▼
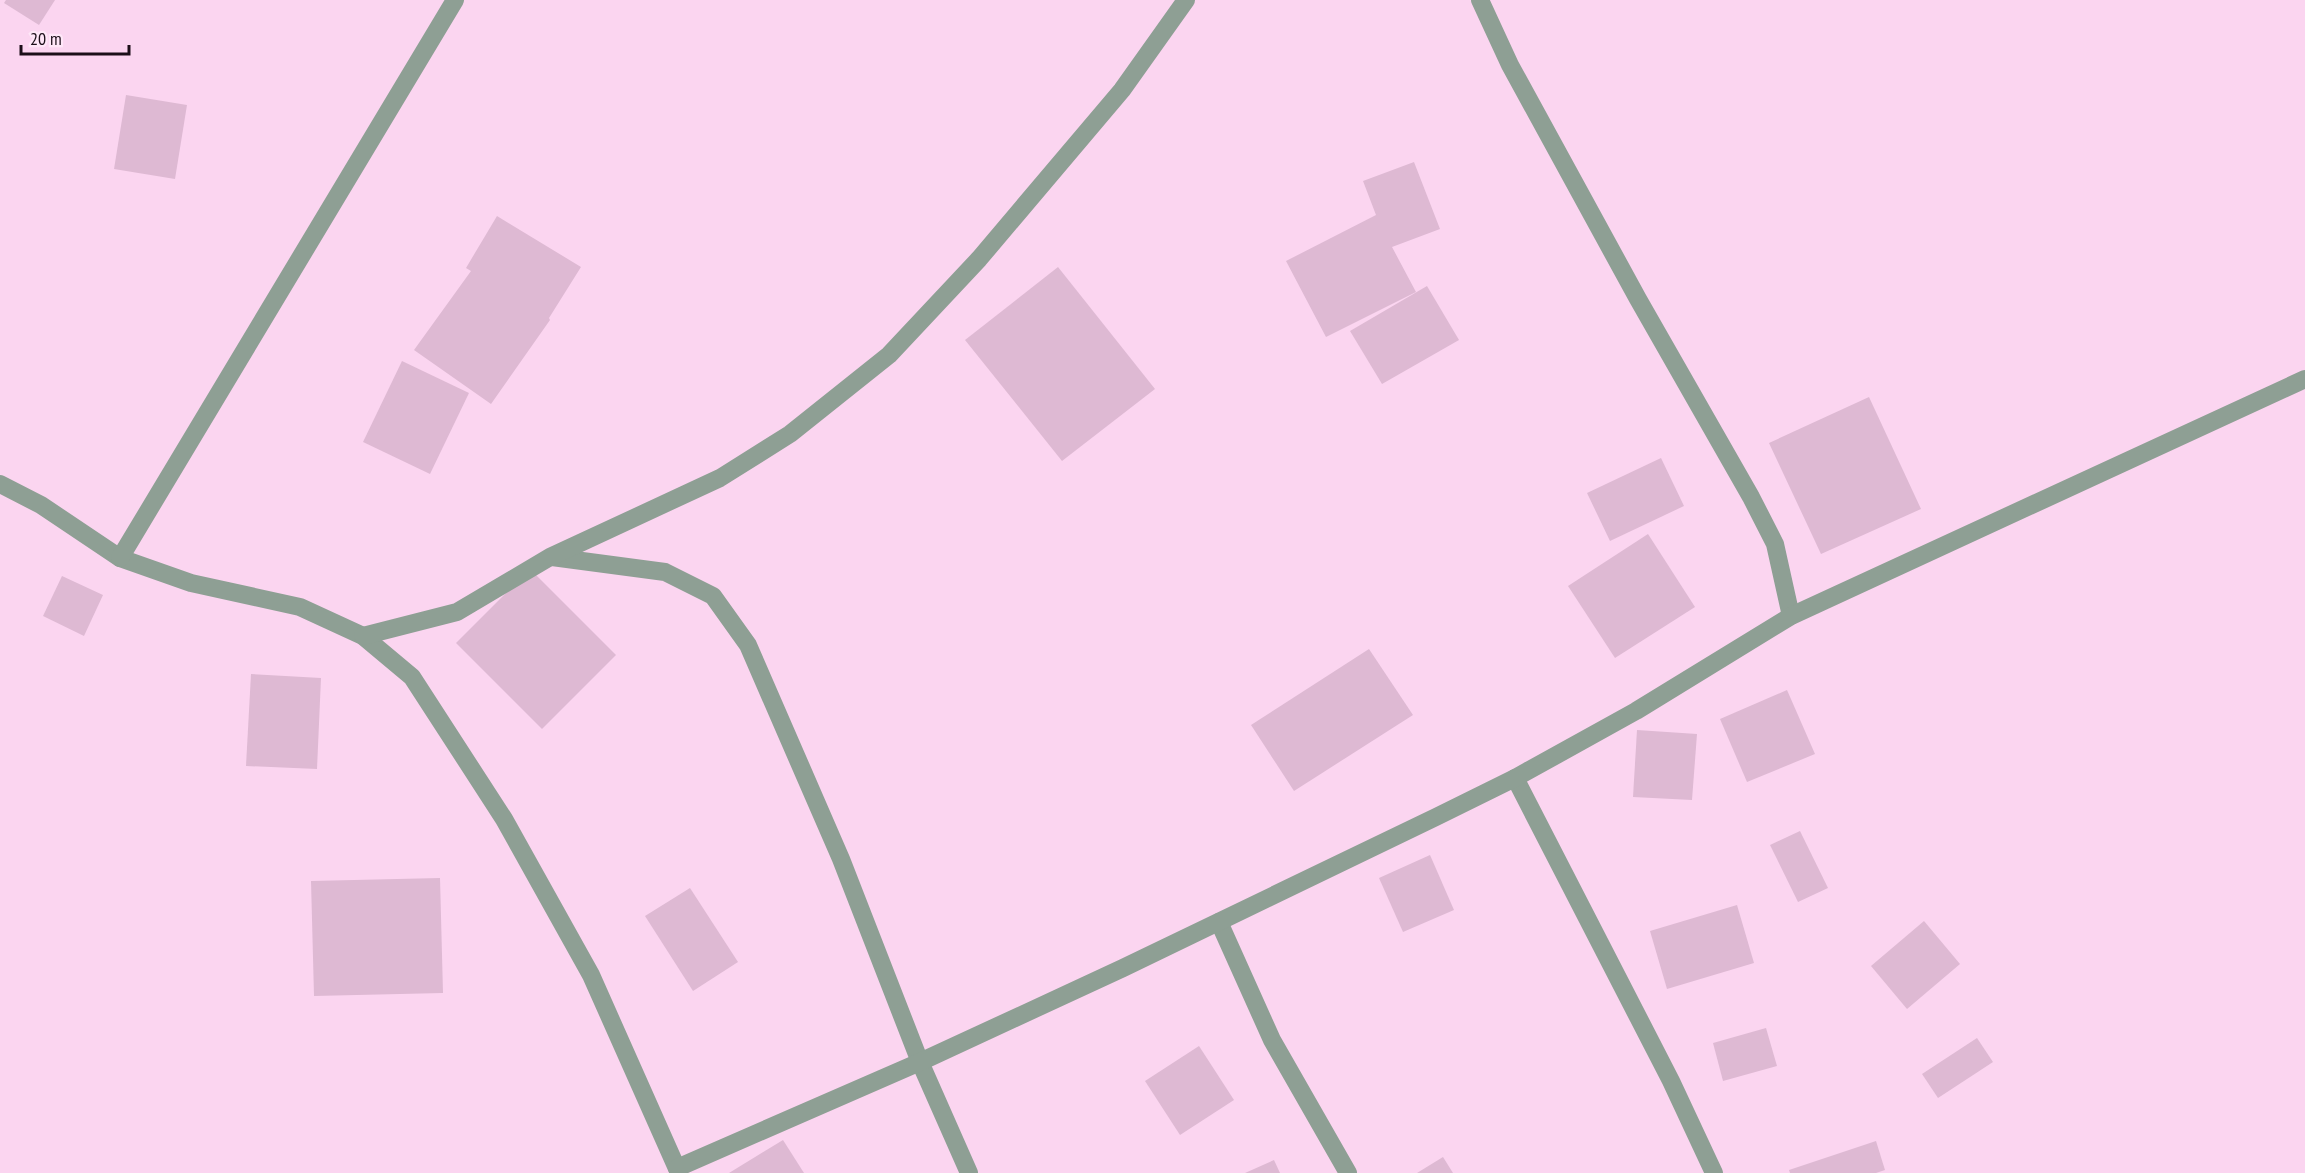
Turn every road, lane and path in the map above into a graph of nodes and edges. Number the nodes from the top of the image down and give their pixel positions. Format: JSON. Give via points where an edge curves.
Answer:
{"nodes":[{"id":1,"x":455,"y":0,"type":"edge"},
{"id":2,"x":1186,"y":0,"type":"edge"},
{"id":3,"x":1480,"y":0,"type":"edge"},
{"id":4,"x":2305,"y":379,"type":"edge"},
{"id":5,"x":0,"y":484,"type":"edge"},
{"id":6,"x":550,"y":557,"type":"junction"},
{"id":7,"x":120,"y":558,"type":"junction"},
{"id":8,"x":1791,"y":616,"type":"junction"},
{"id":9,"x":363,"y":636,"type":"junction"},
{"id":10,"x":1515,"y":778,"type":"junction"},
{"id":11,"x":1218,"y":922,"type":"junction"},
{"id":12,"x":920,"y":1062,"type":"junction"},
{"id":13,"x":678,"y":1171,"type":"edge"},
{"id":14,"x":969,"y":1173,"type":"edge"},
{"id":15,"x":1348,"y":1173,"type":"edge"},
{"id":16,"x":1714,"y":1173,"type":"edge"}],
"edges":[{"from":1,"to":7,"type":"street"},
{"from":2,"to":6,"type":"street","via":[[1122,90],[979,259],[889,355],[790,434],[720,478]]},
{"from":3,"to":8,"type":"street","via":[[1510,65],[1638,299],[1752,497],[1775,544]]},
{"from":4,"to":8,"type":"street"},
{"from":5,"to":7,"type":"street","via":[[41,505]]},
{"from":6,"to":9,"type":"street","via":[[457,612]]},
{"from":6,"to":12,"type":"street","via":[[665,572],[713,596],[748,645],[842,859]]},
{"from":7,"to":9,"type":"street","via":[[191,583],[300,607]]},
{"from":8,"to":10,"type":"street","via":[[1636,711]]},
{"from":9,"to":13,"type":"street","via":[[412,676],[504,819],[591,975]]},
{"from":10,"to":11,"type":"street"},
{"from":10,"to":16,"type":"street"},
{"from":11,"to":12,"type":"street"},
{"from":11,"to":15,"type":"street","via":[[1272,1040]]},
{"from":12,"to":13,"type":"street"},
{"from":12,"to":14,"type":"street"}]}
▲
- _WORK TO BE COMPLETED_
Each line above with the word "junction" must be returned.

- _SOLUTION FOR THIS PROBLEM_
{"id":6,"x":550,"y":557,"type":"junction"},
{"id":7,"x":120,"y":558,"type":"junction"},
{"id":8,"x":1791,"y":616,"type":"junction"},
{"id":9,"x":363,"y":636,"type":"junction"},
{"id":10,"x":1515,"y":778,"type":"junction"},
{"id":11,"x":1218,"y":922,"type":"junction"},
{"id":12,"x":920,"y":1062,"type":"junction"},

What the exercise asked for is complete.